Tony Mendez, ‘Argo’ spy who smuggled U.S. hostages out of Iran during crisis, dies at 78
THE WASHINGTON POST
A forgery artist and master of disguise for the CIA, Tony Mendez once transformed a black agent and an Asian diplomat into a pair of white business executives, using masks that gave them an uncanny resemblance to the movie stars Victor Mature and Rex Harrison. On another occasion, he devised an oversize “jack-in-the-box” — a spring-loaded mannequin — that enabled a CIA source to sneak out of his car while a dummy popped up in his place.
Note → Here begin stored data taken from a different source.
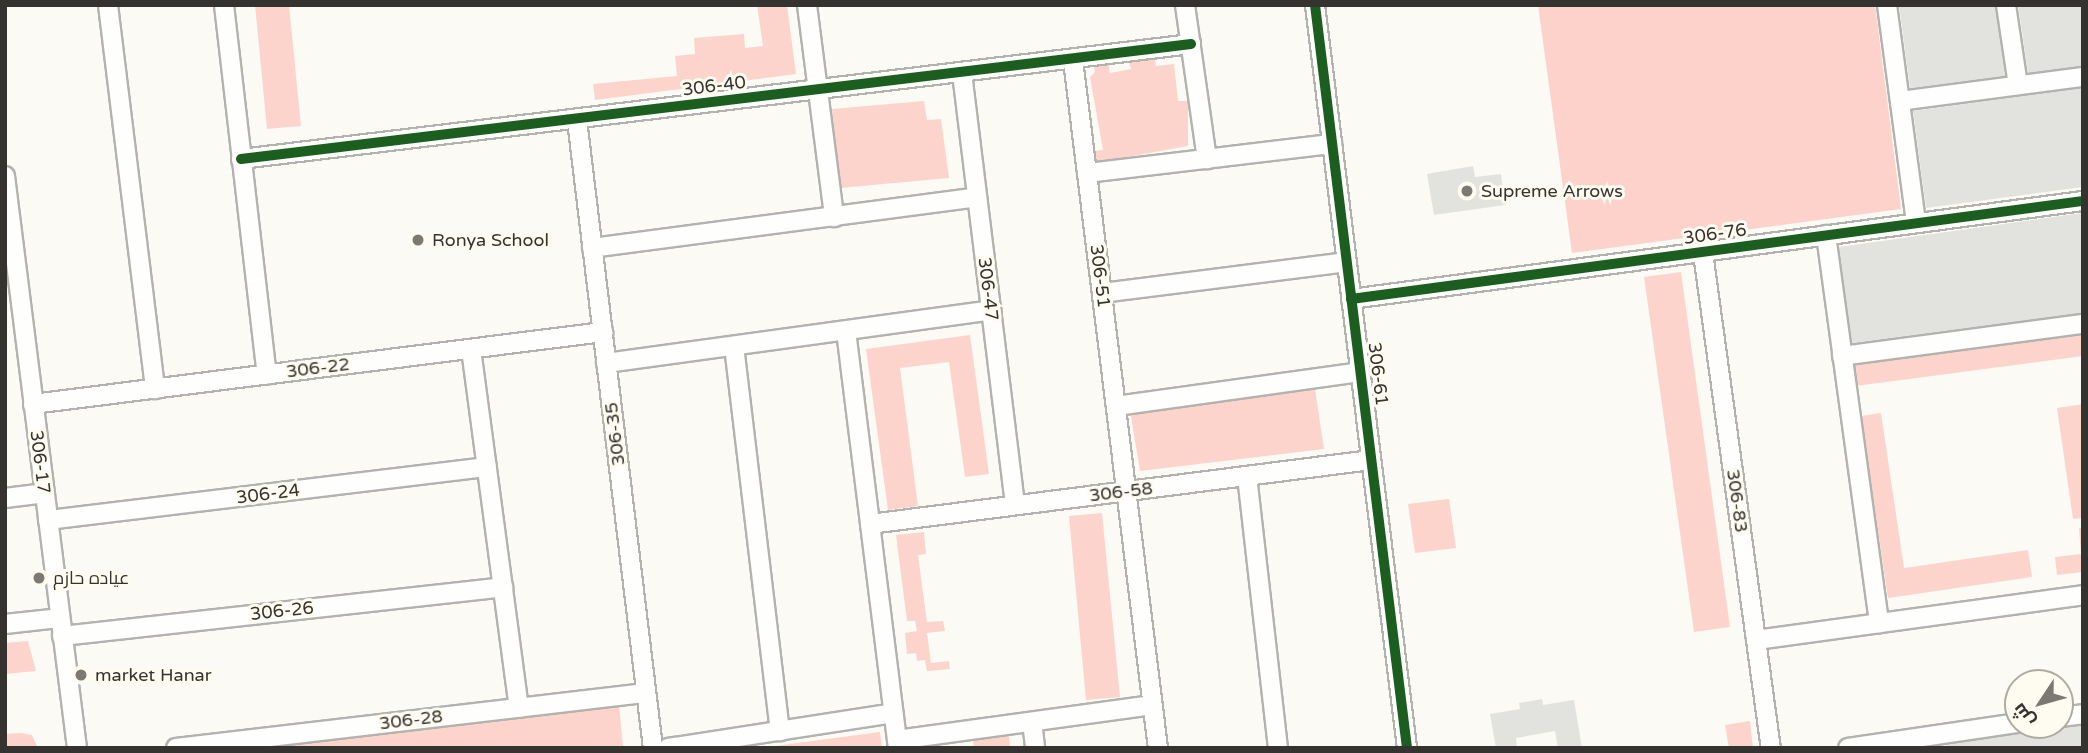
<!DOCTYPE html>
<meta charset="utf-8">
<style>
body{margin:0}
#map{position:relative;width:2088px;height:753px;overflow:hidden;background:#fbfaf4;font-family:"Varela Round",Cairo,sans-serif}
div>[style]{position:absolute}
[style*='--x']{left:calc(var(--x)*1px);top:calc(var(--y)*1px);width:calc(var(--w)*1px);rotate:calc(var(--a)*1deg)}
.green>*{inset:0;background:#fcd4cc}
.forest>*{inset:0;background:#fcd2ca}
.building>*{inset:0;background:#e2e3de}
.roads{filter:drop-shadow(2px 0 #b3b2ae) drop-shadow(-2px 0 #b3b2ae) drop-shadow(0 2px #b3b2ae) drop-shadow(0 -2px #b3b2ae)}
.minor>*{height:18px;margin:-9px;padding:0 9px;transform-origin:9px;border-radius:9px;background:#fefefd}
.cycleway>*{height:10px;margin:-5px;padding:0 5px;transform-origin:5px;border-radius:5px;background:#1b5e20}
.dots>*{width:19px;height:19px;translate:-50% -50%;box-sizing:border-box;border:4px solid #fefbf1;border-radius:50%}
span{translate:-50% -50%;white-space:nowrap;text-align:center;line-height:1.15;-webkit-text-stroke:6px #fefbf1;paint-order:stroke}
.street-label{font-size:18px;color:#34332f}
.poi-label{font-size:18px;color:#34332f}
.left{translate:0 -50%;text-align:left}
.frame{position:absolute;inset:0;border:7px solid #34332f;pointer-events:none}
.north{position:absolute;left:2004px;top:669px;width:70px;height:70px;box-sizing:border-box;background:#fefbf1;border:2px solid #adaba3;border-radius:50%;rotate:234deg;font-size:19px;font-weight:700;line-height:28px;text-align:center;color:#34332f}
.north::after{content:'';display:block;margin:auto;width:24px;height:32px;background:#7a7974;clip-path:polygon(50% 0,100% 100%,50% 72%,0 100%)}
</style>
<div id="map">
<div class="green">
<div style="clip-path:polygon(255px 5px,289px 5px,301px 126px,267px 129px)"></div>
<div style="clip-path:polygon(757px 5px,787px 5px,796px 74px,595px 100px,593px 84px,677px 76px,675px 56px,695px 54px,694px 38px,744px 34px,745px 48px,763px 46px)"></div>
<div style="clip-path:polygon(1154px 58px,1156px 66px,1174px 64px,1178px 101px,1188px 101px,1188px 146px,1094px 163px,1092px 151px,1103px 150px,1090px 77px,1095px 72px,1093px 62px,1108px 61px,1110px 73px,1131px 69px,1129px 62px)"></div>
<div style="clip-path:polygon(924px 101px,927px 120px,941px 119px,949px 178px,840px 188px,832px 109px)"></div>
<div style="clip-path:polygon(1681px 272px,1730px 627px,1694px 632px,1644px 277px)"></div>
<div style="clip-path:polygon(2082px 333px,2083px 356px,1856px 386px,1853px 364px)"></div>
<div style="clip-path:polygon(970px 335px,989px 474px,965px 477px,949px 362px,900px 368px,918px 506px,888px 510px,866px 349px)"></div>
<div style="clip-path:polygon(1315px 389px,1324px 449px,1140px 471px,1130px 410px)"></div>
<div style="clip-path:polygon(2083px 404px,2083px 518px,2073px 519px,2057px 408px)"></div>
<div style="clip-path:polygon(1881px 413px,1904px 568px,2028px 550px,2032px 577px,1888px 598px,1861px 416px)"></div>
<div style="clip-path:polygon(1449px 499px,1456px 548px,1415px 553px,1408px 504px)"></div>
<div style="clip-path:polygon(1102px 513px,1120px 697px,1086px 700px,1069px 516px)"></div>
<div style="clip-path:polygon(2083px 527px,2083px 572px,2057px 575px,2055px 557px,2081px 554px,2079px 528px)"></div>
<div style="clip-path:polygon(924px 532px,926px 554px,918px 555px,927px 622px,943px 621px,945px 631px,927px 633px,931px 663px,949px 661px,950px 669px,927px 671px,925px 660px,917px 661px,916px 653px,907px 654px,905px 633px,917px 631px,915px 621px,907px 621px,896px 535px)"></div>
<div style="clip-path:polygon(28px 641px,36px 671px,5px 674px,5px 643px)"></div>
<div style="clip-path:polygon(619px 703px,623px 748px,255px 748px)"></div>
<div style="clip-path:polygon(1750px 721px,1753px 748px,1729px 748px,1725px 725px)"></div>
<div style="clip-path:polygon(880px 732px,882px 748px,760px 748px)"></div>
<div style="clip-path:polygon(22px 733px,32px 735px,38px 748px,5px 748px,5px 734px)"></div>
<div style="clip-path:polygon(1009px 736px,1010px 748px,974px 748px,973px 741px)"></div>
</div>
<div class="forest">
<div style="clip-path:polygon(1538px 5px,1875px 5px,1901px 209px,1572px 253px)"></div>
</div>
<div class="building">
<div style="clip-path:polygon(1899px 5px,1995px 5px,2005px 76px,1910px 88px)"></div>
<div style="clip-path:polygon(2018px 5px,2083px 5px,2083px 66px,2028px 73px)"></div>
<div style="clip-path:polygon(2083px 88px,2083px 187px,1926px 208px,1913px 111px)"></div>
<div style="clip-path:polygon(1473px 166px,1475px 177px,1501px 174px,1505px 205px,1434px 215px,1427px 174px)"></div>
<div style="clip-path:polygon(2083px 213px,2083px 313px,1852px 343px,1839px 247px)"></div>
<div style="clip-path:polygon(1542px 699px,1543px 705px,1574px 700px,1582px 748px,1558px 748px,1555px 731px,1516px 738px,1517px 748px,1496px 748px,1490px 714px,1520px 709px,1519px 703px)"></div>
<div style="clip-path:polygon(2048px 725px,2083px 725px,2083px 748px,1934px 748px)"></div>
</div>
<div class="roads">
<div class="minor">
<div style="--x:108;--y:5;--w:387;--a:83"></div>
<div style="--x:224;--y:5;--w:372;--a:83.4"></div>
<div style="--x:807;--y:5;--w:214;--a:82.7"></div>
<div style="--x:1185;--y:5;--w:156;--a:81.9"></div>
<div style="--x:1315;--y:5;--w:749;--a:82.94"></div>
<div style="--x:1887;--y:5;--w:220;--a:82.4"></div>
<div style="--x:2006;--y:5;--w:81;--a:81.5"></div>
<div style="--x:1073;--y:60;--w:693;--a:82.96"></div>
<div style="--x:962;--y:73;--w:435;--a:83"></div>
<div style="--x:1900;--y:101;--w:185;--a:-7.5"></div>
<div style="--x:577;--y:120;--w:633;--a:83.1"></div>
<div style="--x:241;--y:159;--w:957;--a:-6.9"></div>
<div style="--x:1087;--y:173;--w:247;--a:-6.8"></div>
<div style="--x:5;--y:176;--w:577;--a:82.83"></div>
<div style="--x:1826;--y:235;--w:392;--a:82.2"></div>
<div style="--x:592;--y:248;--w:388;--a:-7.5"></div>
<div style="--x:1703;--y:253;--w:500;--a:82.2"></div>
<div style="--x:1102;--y:293;--w:246;--a:-7.2"></div>
<div style="--x:1351;--y:299;--w:739;--a:-7.63"></div>
<div style="--x:846;--y:331;--w:420;--a:82.9"></div>
<div style="--x:734;--y:346;--w:388;--a:83.2"></div>
<div style="--x:471;--y:349;--w:362;--a:82.4"></div>
<div style="--x:1842;--y:356;--w:243;--a:-7.6"></div>
<div style="--x:606;--y:363;--w:389;--a:-7.8"></div>
<div style="--x:33;--y:404;--w:575;--a:-7.2"></div>
<div style="--x:1116;--y:406;--w:246;--a:-7.9"></div>
<div style="--x:1247;--y:476;--w:274;--a:83.5"></div>
<div style="--x:5;--y:498;--w:39;--a:-7"></div>
<div style="--x:48;--y:520;--w:442;--a:-6.9"></div>
<div style="--x:870;--y:524;--w:505;--a:-7.28"></div>
<div style="--x:5;--y:624;--w:54;--a:-6.3"></div>
<div style="--x:62;--y:636;--w:444;--a:-6.3"></div>
<div style="--x:1756;--y:640;--w:330;--a:-7.8"></div>
<div style="--x:2060;--y:717;--w:23;--a:-7"></div>
<div style="--x:1032;--y:722;--w:26;--a:83"></div>
<div style="--x:897;--y:740;--w:258;--a:-7.8"></div>
<div style="--x:176;--y:748;--w:473;--a:-6.7"></div>
<div style="--x:668;--y:748;--w:228;--a:-8.8"></div>
<div style="--x:1848;--y:748;--w:172;--a:-8.4"></div>
</div>
</div>
<div class="cycleway">
<div style="--x:1315;--y:5;--w:749;--a:82.94"></div>
<div style="--x:241;--y:159;--w:957;--a:-6.9"></div>
<div style="--x:1351;--y:299;--w:739;--a:-7.63"></div>
</div>
<div class="dots">
<div style="left:1467px;top:191px;background:#7a7974"></div>
<div style="left:418px;top:240px;background:#7a7974"></div>
<div style="left:39px;top:578px;background:#7a7974"></div>
<div style="left:81px;top:675px;background:#7a7974"></div>
</div>
<div class="street-label">
<span style="left:714px;top:86px;rotate:-7deg">306-40</span>
<span style="left:1715px;top:234px;rotate:-8deg">306-76</span>
<span style="left:1100px;top:276px;rotate:83deg">306-51</span>
<span style="left:988px;top:289px;rotate:83deg">306-47</span>
<span style="left:318px;top:368px;rotate:-7deg">306-22</span>
<span style="left:1378px;top:374px;rotate:83deg">306-61</span>
<span style="left:615px;top:434px;rotate:-97deg">306-35</span>
<span style="left:40px;top:462px;rotate:83deg">306-17</span>
<span style="left:1121px;top:492px;rotate:-7deg">306-58</span>
<span style="left:268px;top:494px;rotate:-7deg">306-24</span>
<span style="left:1737px;top:501px;rotate:82deg">306-83</span>
<span style="left:282px;top:611px;rotate:-6deg">306-26</span>
<span style="left:411px;top:720px;rotate:-7deg">306-28</span>
</div>
<div class="poi-label">
<span class="left" style="left:1481px;top:191px">Supreme Arrows</span>
<span class="left" style="left:432px;top:240px">Ronya School</span>
<span class="left" style="left:53px;top:578px">عياده حازم</span>
<span class="left" style="left:95px;top:675px">market Hanar</span>
</div>
<div class="frame"></div>
<div class="north">ش</div>
</div>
Mr. Mendez, a 25-year veteran of the spy agency, was effectively in the business of geopolitical theater. Pulling techniques from magicians, movie makeup artists and even the television show “Mission: Impossible,” he changed one person into another, transforming agents into characters with backstories, costumes and documents that helped them evade detection and avoid capture in foreign countries.
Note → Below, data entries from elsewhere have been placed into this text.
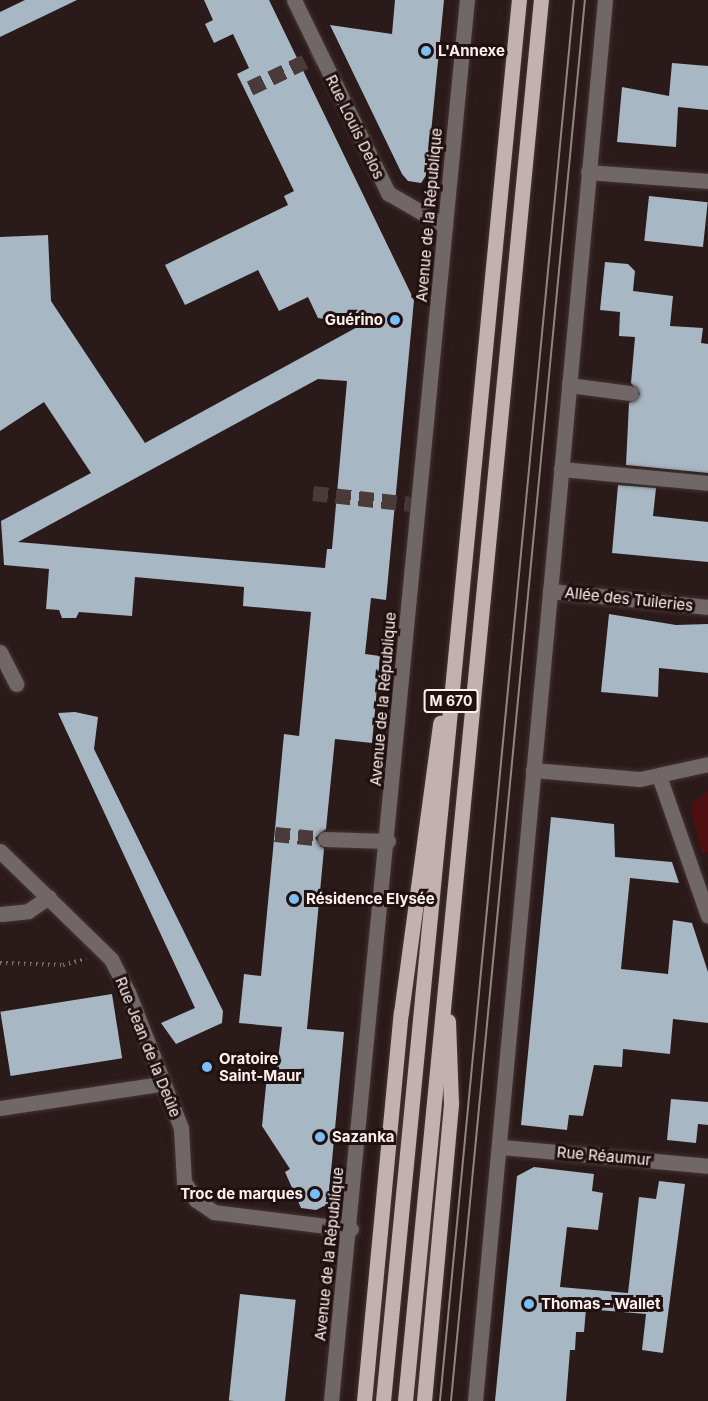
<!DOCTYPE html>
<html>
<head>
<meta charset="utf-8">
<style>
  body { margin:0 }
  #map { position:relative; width:708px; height:1401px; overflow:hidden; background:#2a1a19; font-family:Inter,sans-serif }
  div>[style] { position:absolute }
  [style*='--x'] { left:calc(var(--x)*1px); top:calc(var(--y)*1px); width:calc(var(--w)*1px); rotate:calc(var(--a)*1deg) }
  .green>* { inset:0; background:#4d0f10 }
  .building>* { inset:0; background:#a7b7c4; transform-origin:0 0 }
  .minor-tunnel>* { height:15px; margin-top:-7.5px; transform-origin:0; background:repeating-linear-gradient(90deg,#4a3a39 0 15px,transparent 0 23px) }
  .path>* { height:4px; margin-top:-2px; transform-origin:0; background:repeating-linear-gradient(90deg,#7d6f6e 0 1.5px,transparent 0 6px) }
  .roads { filter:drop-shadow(0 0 2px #433433) drop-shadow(0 0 2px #433433) }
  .minor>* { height:15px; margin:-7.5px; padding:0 7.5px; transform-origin:7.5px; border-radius:7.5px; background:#706766 }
  .major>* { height:15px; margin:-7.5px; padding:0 7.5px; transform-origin:7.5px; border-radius:7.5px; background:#c3b1af }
  .tram>* { height:1.5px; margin:-0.75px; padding:0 0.75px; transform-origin:0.75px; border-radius:0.75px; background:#928483 }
  .dots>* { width:16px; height:16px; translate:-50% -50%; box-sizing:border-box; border:3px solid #201110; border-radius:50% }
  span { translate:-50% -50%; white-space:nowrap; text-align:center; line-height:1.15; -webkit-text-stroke:6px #201110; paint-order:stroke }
  .shield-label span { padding:2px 4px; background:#201110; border:2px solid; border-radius:4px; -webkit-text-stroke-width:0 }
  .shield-label { font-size:14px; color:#fdf1f0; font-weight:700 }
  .poi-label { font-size:15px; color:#fdf1f0; font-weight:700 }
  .left { translate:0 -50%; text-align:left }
  .right { translate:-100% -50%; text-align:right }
  .street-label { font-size:15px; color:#fdf1f0 }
</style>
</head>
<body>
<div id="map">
  <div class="green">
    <i style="clip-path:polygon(708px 790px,708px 853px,702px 854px,691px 811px,694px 802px)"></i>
  </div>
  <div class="building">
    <i style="clip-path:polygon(25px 0,77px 0,0 37px,0 12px)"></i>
    <i style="clip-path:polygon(evenodd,204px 0,269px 0,414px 300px,386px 600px,371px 598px,365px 654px,380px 656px,372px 743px,335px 739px,326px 829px,315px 838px,324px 849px,307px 1029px,344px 1032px,328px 1204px,316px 1210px,301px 1208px,285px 1172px,290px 1169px,262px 1126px,267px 1075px,276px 1076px,282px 1027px,239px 1023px,244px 974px,261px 976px,284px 734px,299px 736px,311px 612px,243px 606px,244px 587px,135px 577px,132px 616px,79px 612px,76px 618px,62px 618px,59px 610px,46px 609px,49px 569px,4px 565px,1px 521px,91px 473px,44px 402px,0 431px,0 237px,48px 235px,51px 301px,145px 443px,361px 325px,318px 318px,308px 297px,279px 311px,258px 270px,185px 305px,165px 265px,288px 205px,284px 196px,294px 191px,237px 74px,249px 68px,233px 34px,214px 43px,205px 24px,213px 20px,204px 0,318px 379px,347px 381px,332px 549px,327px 549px,325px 568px,18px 542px,318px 379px)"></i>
    <i style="clip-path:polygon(395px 0,444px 0,427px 174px,421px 183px,408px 181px,402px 174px,330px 25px,392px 34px)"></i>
    <i style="clip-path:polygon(672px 63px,708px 66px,708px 110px,678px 107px,676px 147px,617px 142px,622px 87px,669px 96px)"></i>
    <i style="left:649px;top:196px;width:59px;height:45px;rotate:6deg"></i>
    <i style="clip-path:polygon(605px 262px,628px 264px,635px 271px,633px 291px,673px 296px,670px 326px,703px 328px,701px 343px,708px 344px,708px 473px,626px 465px,629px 403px,640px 394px,631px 383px,635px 337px,619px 336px,620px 312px,600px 310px)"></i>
    <i style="clip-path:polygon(618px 485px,656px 488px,653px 516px,708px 522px,708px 562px,612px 553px)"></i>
    <i style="clip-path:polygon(609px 614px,676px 625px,708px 624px,708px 673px,659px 668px,658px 697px,601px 692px)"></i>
    <i style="clip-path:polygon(75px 712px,98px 717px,94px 749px,223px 1011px,222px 1023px,176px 1044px,161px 1023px,195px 1008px,58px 713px)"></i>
    <i style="clip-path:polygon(551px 817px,614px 824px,615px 857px,672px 862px,679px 883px,630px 878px,621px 969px,668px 974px,673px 920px,692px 923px,708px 972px,708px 1023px,673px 1019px,670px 1054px,623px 1049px,622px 1067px,594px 1065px,583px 1116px,569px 1115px,567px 1130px,521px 1125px)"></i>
    <i style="left:112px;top:994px;width:65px;height:113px;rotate:81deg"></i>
    <i style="clip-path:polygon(671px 1099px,708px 1102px,708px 1125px,698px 1124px,696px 1143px,667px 1140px)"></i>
    <i style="clip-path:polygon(534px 1167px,594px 1174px,592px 1191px,603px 1193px,598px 1230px,567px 1227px,560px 1287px,628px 1293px,639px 1197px,656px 1199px,659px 1181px,685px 1184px,663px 1353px,642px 1350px,646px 1314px,586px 1309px,584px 1332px,576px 1332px,575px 1350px,570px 1350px,566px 1401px,495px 1401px,517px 1176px)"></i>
    <i style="left:240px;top:1294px;width:56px;height:107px;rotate:6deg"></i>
  </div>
  <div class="minor-tunnel">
    <i style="--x:250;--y:88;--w:78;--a:-25.9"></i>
    <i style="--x:313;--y:493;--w:108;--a:6.4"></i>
    <i style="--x:275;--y:834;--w:50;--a:5.7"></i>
  </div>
  <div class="path">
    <i style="--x:0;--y:963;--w:63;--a:1.8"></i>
    <i style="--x:63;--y:965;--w:24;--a:-15"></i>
  </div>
  <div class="roads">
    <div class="minor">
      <i style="--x:294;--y:0;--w:215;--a:64"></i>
      <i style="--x:388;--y:193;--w:66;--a:30.1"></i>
      <i style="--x:588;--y:172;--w:120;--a:4.3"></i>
      <i style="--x:569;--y:385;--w:62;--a:7.5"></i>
      <i style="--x:561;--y:469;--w:148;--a:5.4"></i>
      <i style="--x:550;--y:591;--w:159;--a:5.8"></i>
      <i style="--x:0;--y:652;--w:36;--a:63"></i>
      <i style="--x:533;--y:770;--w:107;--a:4.8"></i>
      <i style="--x:640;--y:779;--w:70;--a:-12.4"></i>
      <i style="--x:659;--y:776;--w:148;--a:70.7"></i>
      <i style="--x:325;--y:839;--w:63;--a:1.8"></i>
      <i style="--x:0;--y:851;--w:155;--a:44.2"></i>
      <i style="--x:111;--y:959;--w:37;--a:63"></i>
      <i style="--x:128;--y:992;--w:146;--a:68.7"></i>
      <i style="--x:181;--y:1128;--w:54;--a:86.8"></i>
      <i style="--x:184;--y:1182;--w:22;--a:56"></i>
      <i style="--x:196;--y:1200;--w:22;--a:34"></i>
      <i style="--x:214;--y:1212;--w:138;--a:7.1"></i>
      <i style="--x:1;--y:914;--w:27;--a:-6"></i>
      <i style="--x:28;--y:911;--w:25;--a:-34"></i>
      <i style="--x:0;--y:1108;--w:162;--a:-8.5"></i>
      <i style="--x:501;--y:1147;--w:208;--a:5.2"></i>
      <i style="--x:331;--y:1401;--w:1408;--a:-84.46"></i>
      <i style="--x:475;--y:1401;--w:1407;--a:-84.7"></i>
    </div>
    <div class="major">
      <i style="--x:364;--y:1401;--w:390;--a:-84.6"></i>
      <i style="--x:401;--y:1013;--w:293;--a:-82.3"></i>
      <i style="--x:383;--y:1401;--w:1408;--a:-84.46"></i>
      <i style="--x:405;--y:1401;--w:1408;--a:-84.46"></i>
      <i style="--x:424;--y:1401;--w:299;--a:-84.8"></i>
      <i style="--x:451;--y:1103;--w:82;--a:-92.1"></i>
    </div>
  </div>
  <div class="tram">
    <i style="--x:440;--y:1401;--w:1407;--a:-84.54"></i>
    <i style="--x:451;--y:1401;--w:1407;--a:-84.54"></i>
  </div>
  <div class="dots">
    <i style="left:426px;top:51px;background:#78bff7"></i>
    <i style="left:395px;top:320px;background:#78bff7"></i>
    <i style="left:294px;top:899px;background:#78bff7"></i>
    <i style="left:207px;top:1067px;background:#78bff7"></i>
    <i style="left:320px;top:1137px;background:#78bff7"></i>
    <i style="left:315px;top:1194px;background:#78bff7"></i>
    <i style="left:529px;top:1304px;background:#78bff7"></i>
  </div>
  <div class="shield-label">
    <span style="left:451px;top:701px">M 670</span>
  </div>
  <div class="poi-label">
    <span class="left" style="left:438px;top:51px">L'Annexe</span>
    <span class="right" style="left:383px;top:320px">Guérino</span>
    <span class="left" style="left:306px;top:899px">Résidence Elysée</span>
    <span class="left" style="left:219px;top:1067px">Oratoire<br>Saint-Maur</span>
    <span class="left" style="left:332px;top:1137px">Sazanka</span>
    <span class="right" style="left:303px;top:1194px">Troc de marques</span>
    <span class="left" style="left:541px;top:1304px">Thomas - Wallet</span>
  </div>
  <div class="street-label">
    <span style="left:355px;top:127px;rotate:64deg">Rue Louis Delos</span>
    <span style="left:429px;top:215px;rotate:-85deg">Avenue de la République</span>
    <span style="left:629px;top:599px;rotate:6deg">Allée des Tuileries</span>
    <span style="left:383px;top:699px;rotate:-85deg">Avenue de la République</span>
    <span style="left:148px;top:1047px;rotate:68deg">Rue Jean de la Deûle</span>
    <span style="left:604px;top:1156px;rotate:5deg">Rue Réaumur</span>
    <span style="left:329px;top:1254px;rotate:-84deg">Avenue de la République</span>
  </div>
</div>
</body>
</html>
Appropriately for a man whose career seemed drawn from a Hollywood thriller, his greatest triumph hinged on a bogus sci-fi film, a sham production office in Los Angeles and a fake location-scouting expedition to Iran. Disguising himself as an Irish filmmaker, Mr. Mendez successfully smuggled six State Department employees out of Tehran during the 1979-1981 Iran hostage crisis, passing them off as a Canadian movie crew in a daring mission that formed the basis of the Oscar-winning movie “Argo” (2012).
Mr. Mendez, who was portrayed by actor-director Ben Affleck in the film, was 78 when he died on Jan. 19 at an assisted-living center in Frederick, Md. He had Parkinson’s disease, said his wife, fellow CIA veteran Jonna Mendez.